Please please please stop getting info from tradfem alt right MAGA doula grifters or patronizing misogynistic OBGYNs on Tiktok and Instagram: I'm not saying they're all bad, but... a lot of them are pretty bad. Vet them thoroughly, do not take what they say at face value just from a 30 second clip. That said - if you are somehow zen enough to be immune to the ragebait and the disinformation, and don't mind ruining your fyps, watching them and seeing the fallout in the comments are an incredible way to see the way different ideologies affect people and their choices when it comes to their health. I know I just mentioned statistics and safety and medical evidence, but the world is imperfect, people are imperfect, and they make decisions that don't adhere to protocols or practice statements. Consider - would your character freebirth with twins? Would they shame someone for using formula? Would they opt for an elective c-section? Would this provider recommend something not according to standards? Paint me a picture, play in the space!
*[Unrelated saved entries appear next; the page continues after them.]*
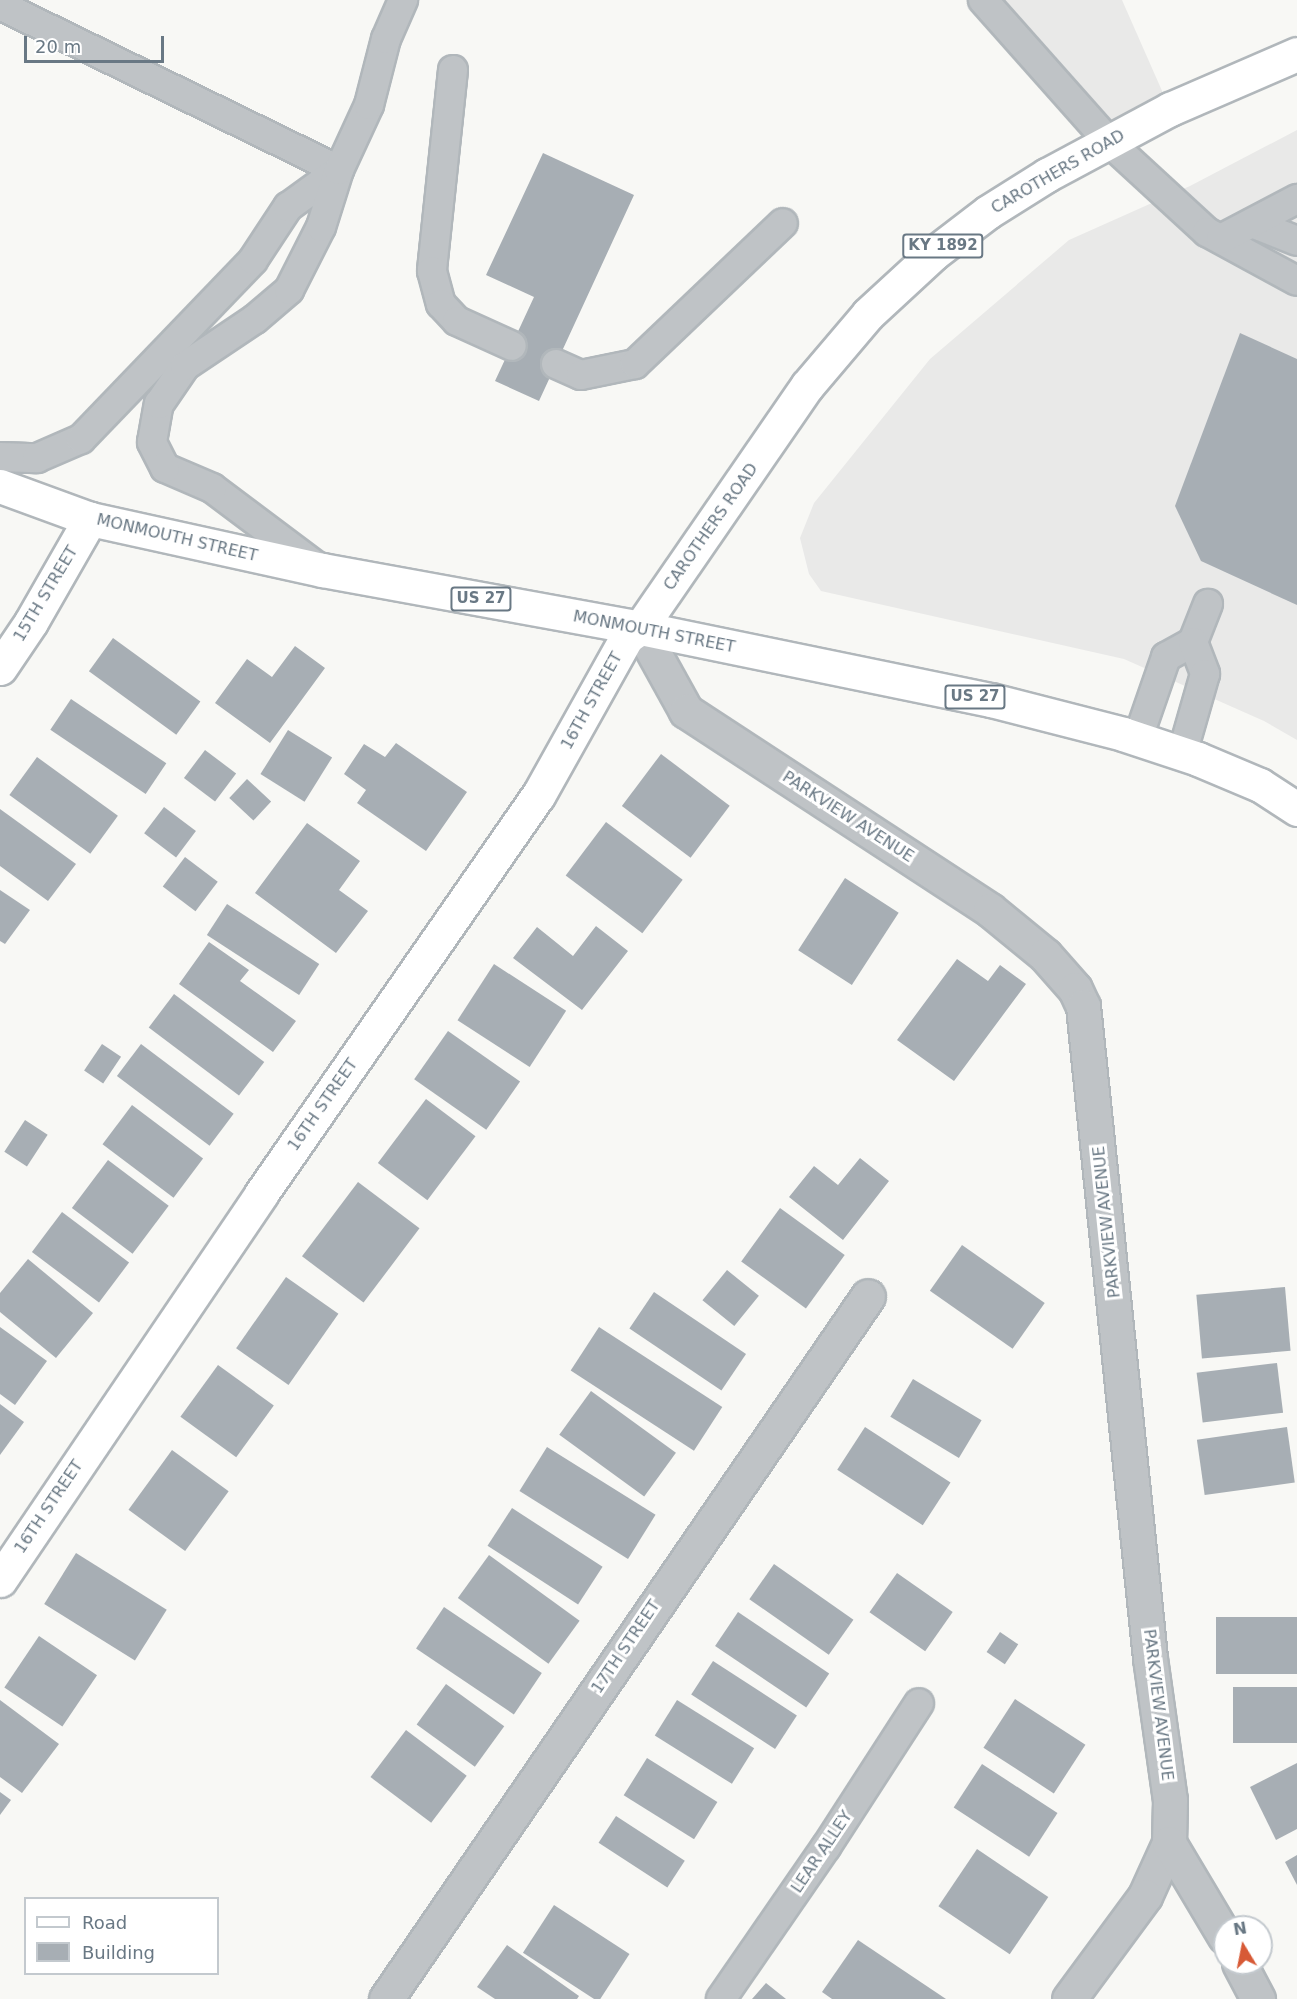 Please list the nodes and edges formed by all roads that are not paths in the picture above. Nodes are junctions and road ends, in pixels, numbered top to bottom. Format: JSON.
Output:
{"nodes":[{"id":1,"x":403,"y":0,"type":"edge"},
{"id":2,"x":983,"y":0,"type":"edge"},
{"id":3,"x":0,"y":5,"type":"edge"},
{"id":4,"x":1297,"y":54,"type":"edge"},
{"id":5,"x":453,"y":70,"type":"dead end"},
{"id":6,"x":1109,"y":142,"type":"junction"},
{"id":7,"x":339,"y":170,"type":"junction"},
{"id":8,"x":1297,"y":199,"type":"edge"},
{"id":9,"x":783,"y":223,"type":"dead end"},
{"id":10,"x":1252,"y":223,"type":"junction"},
{"id":11,"x":1221,"y":239,"type":"junction"},
{"id":12,"x":1297,"y":242,"type":"edge"},
{"id":13,"x":1297,"y":280,"type":"edge"},
{"id":14,"x":512,"y":346,"type":"dead end"},
{"id":15,"x":556,"y":364,"type":"dead end"},
{"id":16,"x":0,"y":457,"type":"edge"},
{"id":17,"x":0,"y":486,"type":"edge"},
{"id":18,"x":90,"y":519,"type":"junction"},
{"id":19,"x":322,"y":570,"type":"junction"},
{"id":20,"x":1208,"y":604,"type":"dead end"},
{"id":21,"x":640,"y":628,"type":"junction"},
{"id":22,"x":1193,"y":642,"type":"junction"},
{"id":23,"x":0,"y":668,"type":"edge"},
{"id":24,"x":1138,"y":738,"type":"junction"},
{"id":25,"x":1182,"y":754,"type":"junction"},
{"id":26,"x":1297,"y":809,"type":"edge"},
{"id":27,"x":868,"y":1296,"type":"dead end"},
{"id":28,"x":0,"y":1580,"type":"edge"},
{"id":29,"x":919,"y":1703,"type":"dead end"},
{"id":30,"x":1169,"y":1843,"type":"junction"},
{"id":31,"x":1213,"y":1916,"type":"edge"},
{"id":32,"x":1245,"y":1975,"type":"edge"},
{"id":33,"x":386,"y":1999,"type":"edge"},
{"id":34,"x":722,"y":1999,"type":"edge"},
{"id":35,"x":1069,"y":1999,"type":"edge"},
{"id":36,"x":1258,"y":1999,"type":"edge"}],
"edges":[{"from":1,"to":7,"type":"lane"},
{"from":2,"to":6,"type":"lane"},
{"from":3,"to":7,"type":"lane"},
{"from":4,"to":6,"type":"main road","name":"CAROTHERS ROAD","number":"KY 1892"},
{"from":5,"to":14,"type":"lane"},
{"from":6,"to":11,"type":"lane"},
{"from":6,"to":21,"type":"main road","name":"CAROTHERS ROAD","number":"KY 1892"},
{"from":7,"to":16,"type":"lane"},
{"from":7,"to":19,"type":"lane"},
{"from":8,"to":10,"type":"lane"},
{"from":9,"to":15,"type":"lane"},
{"from":10,"to":11,"type":"lane"},
{"from":10,"to":12,"type":"lane"},
{"from":11,"to":13,"type":"lane"},
{"from":17,"to":18,"type":"main road","name":"MONMOUTH STREET","number":"US 27"},
{"from":18,"to":19,"type":"main road","name":"MONMOUTH STREET","number":"US 27"},
{"from":18,"to":23,"type":"main road","name":"15TH STREET"},
{"from":19,"to":21,"type":"main road","name":"MONMOUTH STREET","number":"US 27"},
{"from":20,"to":22,"type":"lane"},
{"from":21,"to":24,"type":"main road","name":"MONMOUTH STREET","number":"US 27"},
{"from":21,"to":28,"type":"main road","name":"16TH STREET"},
{"from":21,"to":30,"type":"street","name":"PARKVIEW AVENUE"},
{"from":22,"to":24,"type":"lane"},
{"from":22,"to":25,"type":"lane"},
{"from":24,"to":25,"type":"main road","name":"MONMOUTH STREET","number":"US 27"},
{"from":25,"to":26,"type":"main road","name":"MONMOUTH STREET","number":"US 27"},
{"from":27,"to":33,"type":"street","name":"17TH STREET"},
{"from":29,"to":34,"type":"lane","name":"LEAR ALLEY"},
{"from":30,"to":31,"type":"street"},
{"from":30,"to":35,"type":"street","name":"PARKVIEW AVENUE"},
{"from":32,"to":36,"type":"street"}]} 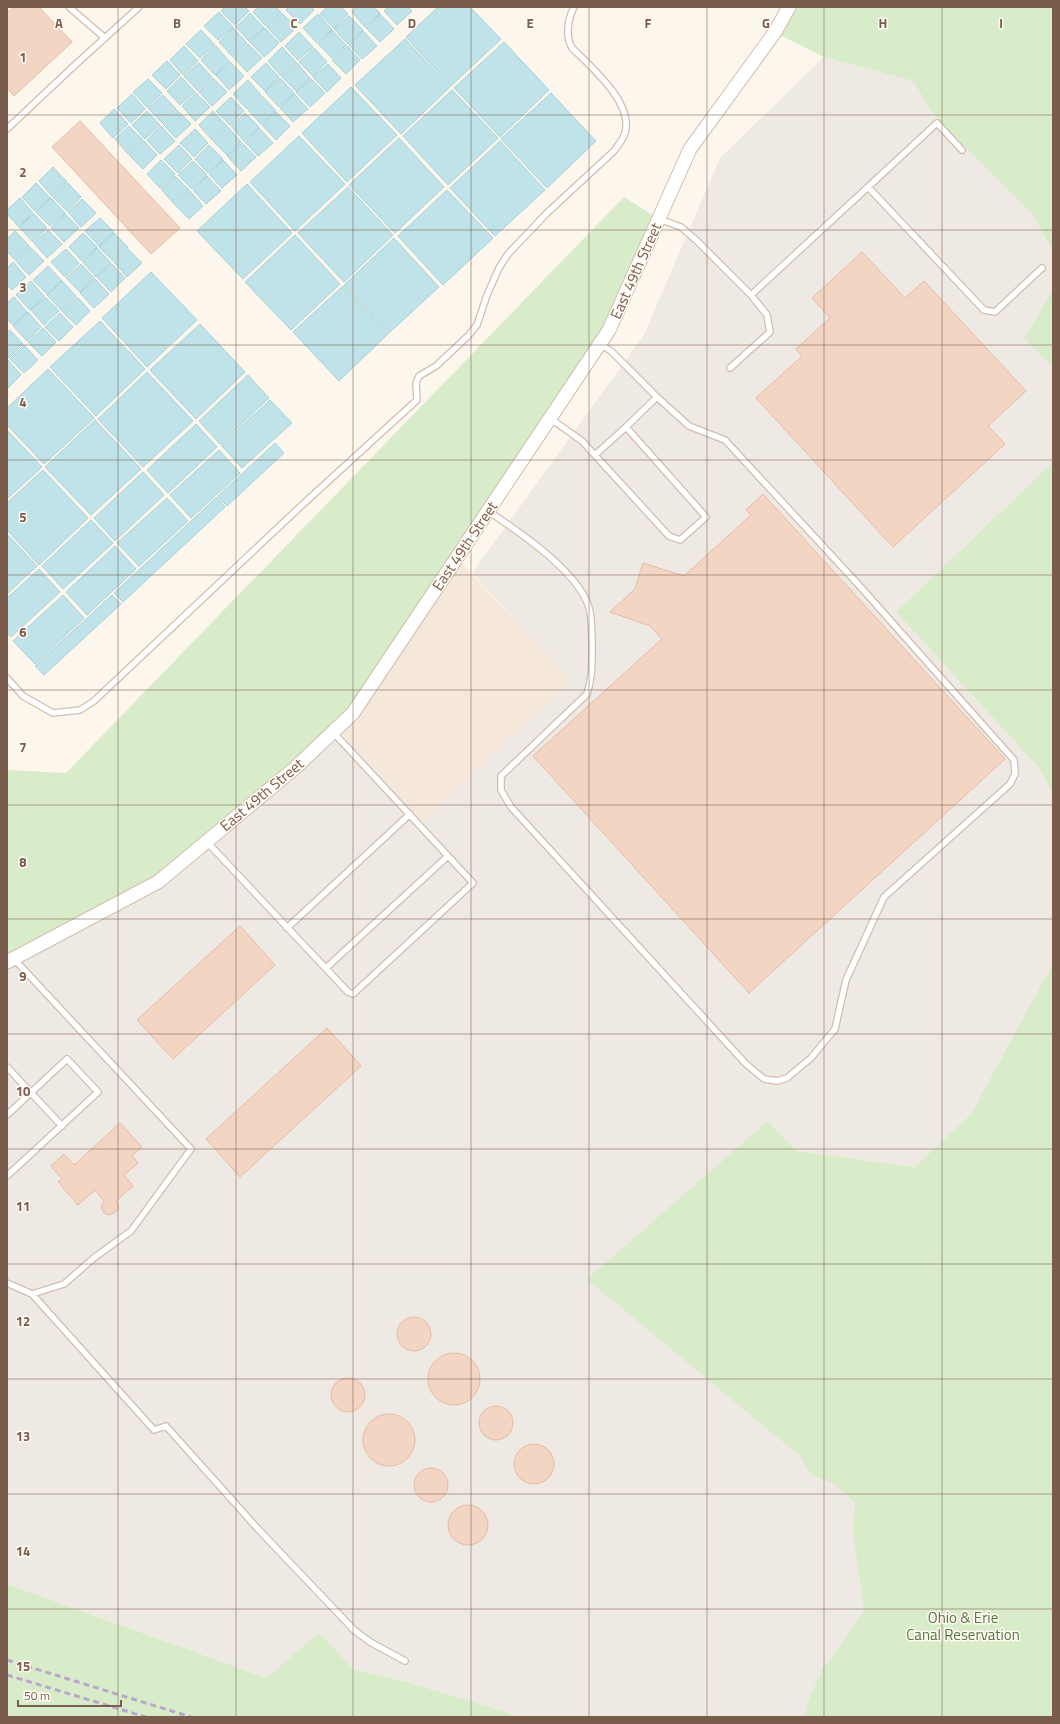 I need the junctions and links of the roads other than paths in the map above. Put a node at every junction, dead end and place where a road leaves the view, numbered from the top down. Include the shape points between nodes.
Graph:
1 (69, 7) edge
2 (139, 7) edge
3 (574, 7) edge
4 (789, 7) edge
5 (105, 38) junction
6 (8, 128) edge
7 (962, 150) dead end
8 (868, 187) junction
9 (659, 219) junction
10 (1042, 268) dead end
11 (752, 295) junction
12 (600, 344) junction
13 (730, 368) dead end
14 (657, 397) junction
15 (550, 418) junction
16 (626, 427) junction
17 (595, 456) junction
18 (488, 511) junction
19 (7, 678) edge
20 (333, 732) junction
21 (410, 814) junction
22 (207, 842) junction
23 (448, 856) junction
24 (287, 928) junction
25 (10, 960) edge
26 (326, 968) junction
27 (7, 1067) edge
28 (31, 1092) junction
29 (7, 1115) edge
30 (62, 1126) junction
31 (7, 1176) edge
32 (7, 1283) edge
33 (32, 1294) junction
34 (405, 1661) dead end

1 - 5 lane
2 - 5 lane
3 - 19 lane via 568,41 619,100 627,119 626,132 614,151 547,213 508,254 487,295 477,325 436,366 419,376 416,383 417,400 94,701 80,710 53,713 23,696
4 - 9 street, East 49th Street via 775,32 690,149
5 - 6 lane
7 - 8 lane via 937,123
8 - 10 lane via 984,310 994,312
8 - 11 lane
9 - 11 lane via 681,227
9 - 12 street, East 49th Street via 609,330
11 - 13 lane via 767,315 770,332
12 - 14 lane via 611,351
12 - 15 street, East 49th Street
14 - 16 lane
14 - 18 lane via 689,426 725,440 857,583 1014,760 1015,774 1010,784 884,897 846,980 835,1029 811,1058 787,1078 776,1081 764,1079 746,1064 511,807 501,790 501,776 587,694 592,680 592,643 590,612 579,588 549,556
15 - 17 lane via 582,441
15 - 18 street, East 49th Street
16 - 17 lane
16 - 17 lane via 706,517 680,540 669,536
18 - 20 street, East 49th Street via 353,713
20 - 21 lane
20 - 22 street, East 49th Street via 295,768
21 - 23 lane
21 - 24 lane
22 - 24 lane
22 - 25 street, East 49th Street via 158,882
23 - 26 lane
23 - 26 lane via 472,880 472,884 353,994 348,992
24 - 26 lane
25 - 33 lane via 123,1075 191,1149 131,1231 64,1284
27 - 28 lane
28 - 29 lane
28 - 30 lane
28 - 30 lane via 68,1059 98,1092
30 - 31 lane
32 - 33 lane
33 - 34 lane via 154,1430 166,1426 258,1529 354,1630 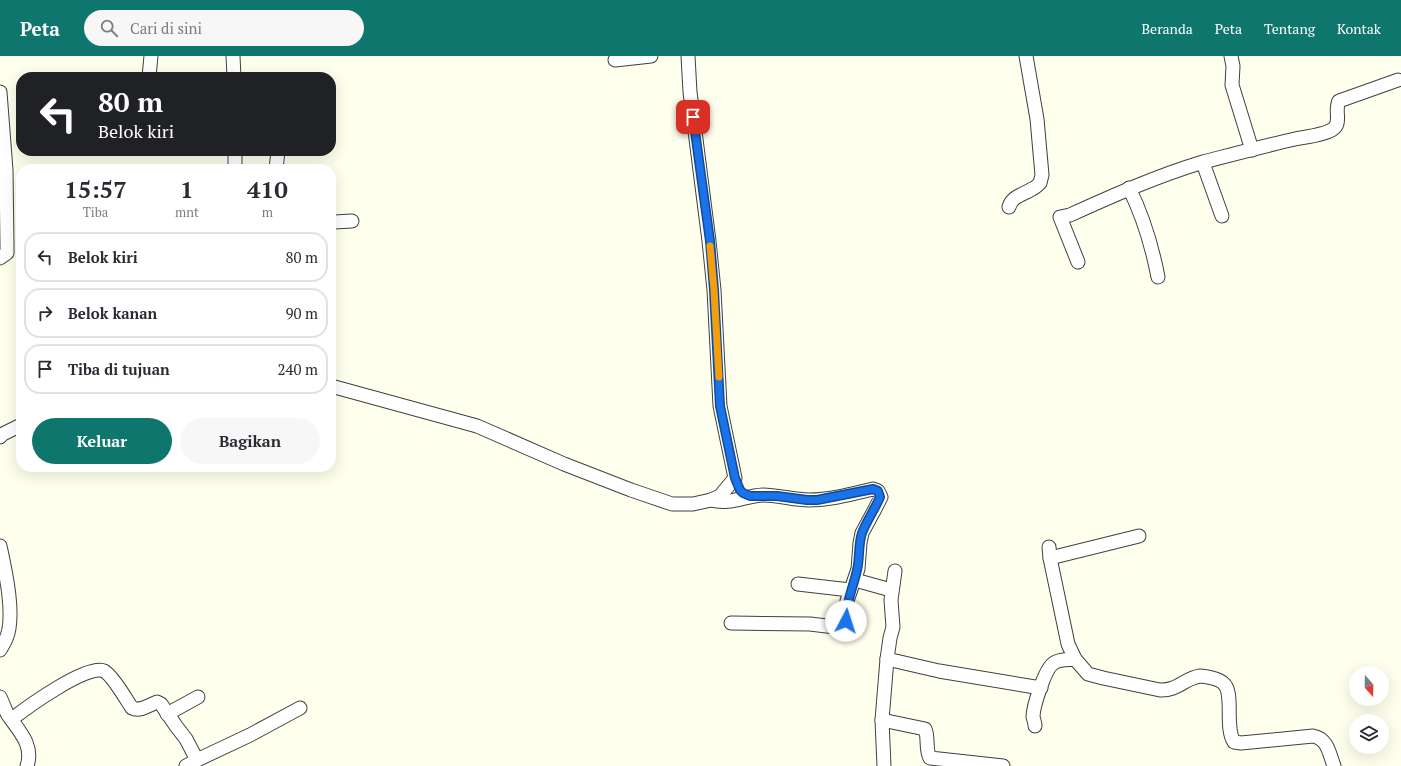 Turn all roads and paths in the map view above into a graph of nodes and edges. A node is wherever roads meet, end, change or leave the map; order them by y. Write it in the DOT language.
graph roads {
  1 [pos="151,56"];
  2 [pos="234,56"];
  3 [pos="651,56"];
  4 [pos="688,56"];
  5 [pos="1026,56"];
  6 [pos="1232,56"];
  7 [pos="615,60"];
  8 [pos="149,72"];
  9 [pos="234,72"];
  10 [pos="1398,80"];
  11 [pos="0,92"];
  12 [pos="1252,150"];
  13 [pos="1203,163"];
  14 [pos="1128,188"];
  15 [pos="1009,207"];
  16 [pos="1222,216"];
  17 [pos="352,220"];
  18 [pos="336,222"];
  19 [pos="0,258"];
  20 [pos="1078,262"];
  21 [pos="1158,276"];
  22 [pos="336,387"];
  23 [pos="16,428"];
  24 [pos="0,437"];
  25 [pos="735,478"];
  26 [pos="750,496"];
  27 [pos="711,500"];
  28 [pos="1138,536"];
  29 [pos="0,546"];
  30 [pos="895,571"];
  31 [pos="798,584"];
  32 [pos="856,584"];
  33 [pos="891,590"];
  34 [pos="730,623"];
  35 [pos="0,650"];
  36 [pos="887,659"];
  37 [pos="1075,659"];
  38 [pos="1041,688"];
  39 [pos="198,696"];
  40 [pos="0,697"];
  41 [pos="300,708"];
  42 [pos="167,714"];
  43 [pos="10,716"];
  44 [pos="882,720"];
  45 [pos="1035,726"];
  46 [pos="191,763"];
  47 [pos="27,766"];
  48 [pos="884,766"];
  49 [pos="1003,766"];
  50 [pos="1334,766"];
  1 -- 8 [label="street"];
  2 -- 9 [label="street"];
  3 -- 7 [label="street"];
  4 -- 25 [label="street"];
  5 -- 15 [label="street"];
  6 -- 12 [label="street"];
  10 -- 12 [label="street"];
  11 -- 19 [label="street"];
  12 -- 13 [label="street"];
  13 -- 14 [label="street"];
  13 -- 16 [label="street"];
  14 -- 20 [label="street"];
  14 -- 21 [label="street"];
  17 -- 18 [label="street"];
  22 -- 27 [label="street"];
  23 -- 24 [label="street"];
  25 -- 26 [label="street"];
  25 -- 27 [label="street"];
  26 -- 27 [label="street"];
  26 -- 32 [label="street"];
  28 -- 37 [label="street"];
  29 -- 35 [label="street"];
  30 -- 33 [label="street"];
  31 -- 32 [label="street"];
  32 -- 33 [label="street"];
  32 -- 34 [label="street"];
  33 -- 36 [label="street"];
  36 -- 38 [label="street"];
  36 -- 44 [label="street"];
  37 -- 38 [label="street"];
  37 -- 50 [label="street"];
  38 -- 45 [label="street"];
  39 -- 42 [label="street"];
  40 -- 43 [label="street"];
  41 -- 46 [label="street"];
  42 -- 43 [label="street"];
  42 -- 46 [label="street"];
  43 -- 47 [label="street"];
  44 -- 48 [label="street"];
  44 -- 49 [label="street"];
}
Know your emergencies and complications - if not entirely well, then at least with seriousness: As much as birth usually works, when it doesn't, it really doesn't. Which is why I think its important to depict emergencies like this not only with some accuracy, but with the physical, emotional, and social weight they deserve. And while communication and efficiency and safety are so incredibly key to managing emergencies, fear, anxiety, and panic like to rear its ugly head. And if your characters are the ones experiencing it, they will have a lot to unpack about it after - about their fear in the moment, their emotions in the aftermath, the health ramifications after, the reactions of their social circle, and in their mis/understandings of the situation. Say it with me kids - it's not about complete accuracy, but immersion and believability! Just try your best - make it make some sense, factually, but give it the gravity it deserves and you're more than half way there.
So whats your point?
My point is that I'm autistic and have a special interest and I'm making it you problem. But also, I take this seriously because it is serious! Birth has meaning. Birth has meaning, and you can make it mean anything you want, but it means something. I didn't write this to pigeonhole people into rules, or restrictions - you can do whatever you want forever, as long as you don't hurt anybody - only to share my own experiences, and some information on a topic that a lot of people do not get the privilege of learning about in depth! I just hope this can be a helpful resource that can serve as a foundation for people's writing, and to inspire them to do more research and explore the space a little more, and feel more confident in what they write.